Assigned task: Of the lines in the data below, write out exactly those from the one holding "Task: Extract the" through the one holding "Instruction: Build a", both included.
---------- Entries provided ----------
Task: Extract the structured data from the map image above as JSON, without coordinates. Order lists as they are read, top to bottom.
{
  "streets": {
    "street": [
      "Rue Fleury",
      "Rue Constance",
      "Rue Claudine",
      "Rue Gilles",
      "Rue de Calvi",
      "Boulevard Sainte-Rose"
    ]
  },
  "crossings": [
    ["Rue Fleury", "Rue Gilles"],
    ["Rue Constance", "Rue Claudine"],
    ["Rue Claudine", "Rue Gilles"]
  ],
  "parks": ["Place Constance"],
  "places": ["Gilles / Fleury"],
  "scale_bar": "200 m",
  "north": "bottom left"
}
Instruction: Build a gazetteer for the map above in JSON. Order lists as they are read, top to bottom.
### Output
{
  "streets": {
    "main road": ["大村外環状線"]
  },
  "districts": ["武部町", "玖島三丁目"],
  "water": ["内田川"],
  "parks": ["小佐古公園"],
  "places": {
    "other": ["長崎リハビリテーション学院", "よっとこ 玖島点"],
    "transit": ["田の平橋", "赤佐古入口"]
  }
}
----------
---------- Entries provided ----------
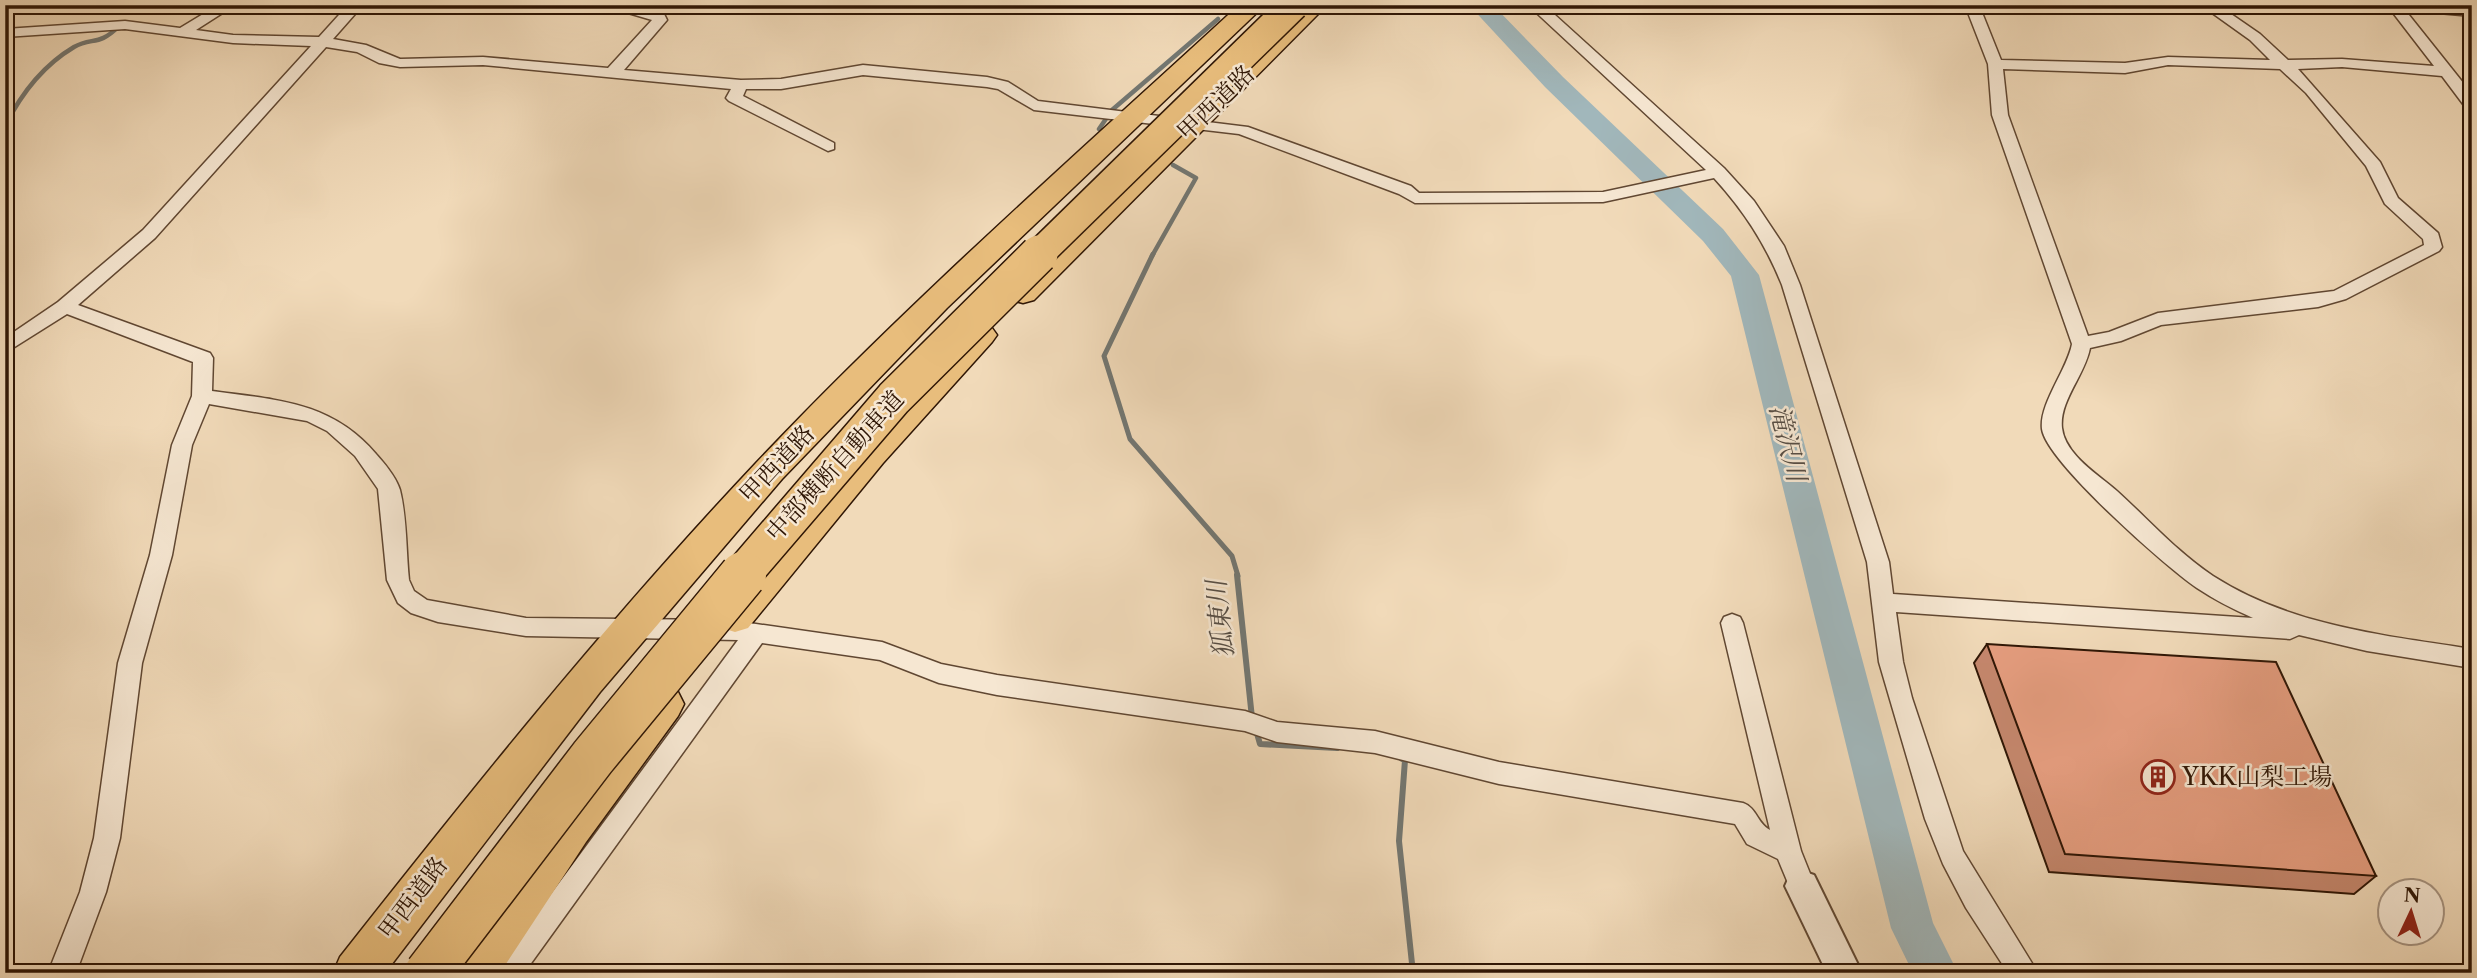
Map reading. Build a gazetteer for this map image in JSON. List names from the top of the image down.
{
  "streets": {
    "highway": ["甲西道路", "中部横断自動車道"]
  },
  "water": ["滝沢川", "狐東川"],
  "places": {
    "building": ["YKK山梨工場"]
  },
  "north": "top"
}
----------
Solution to this task:
Task: Extract the structured data from the map image above as JSON, without coordinates. Order lists as they are read, top to bottom.
{
  "streets": {
    "street": [
      "Rue Fleury",
      "Rue Constance",
      "Rue Claudine",
      "Rue Gilles",
      "Rue de Calvi",
      "Boulevard Sainte-Rose"
    ]
  },
  "crossings": [
    ["Rue Fleury", "Rue Gilles"],
    ["Rue Constance", "Rue Claudine"],
    ["Rue Claudine", "Rue Gilles"]
  ],
  "parks": ["Place Constance"],
  "places": ["Gilles / Fleury"],
  "scale_bar": "200 m",
  "north": "bottom left"
}
Instruction: Build a gazetteer for the map above in JSON. Order lists as they are read, top to bottom.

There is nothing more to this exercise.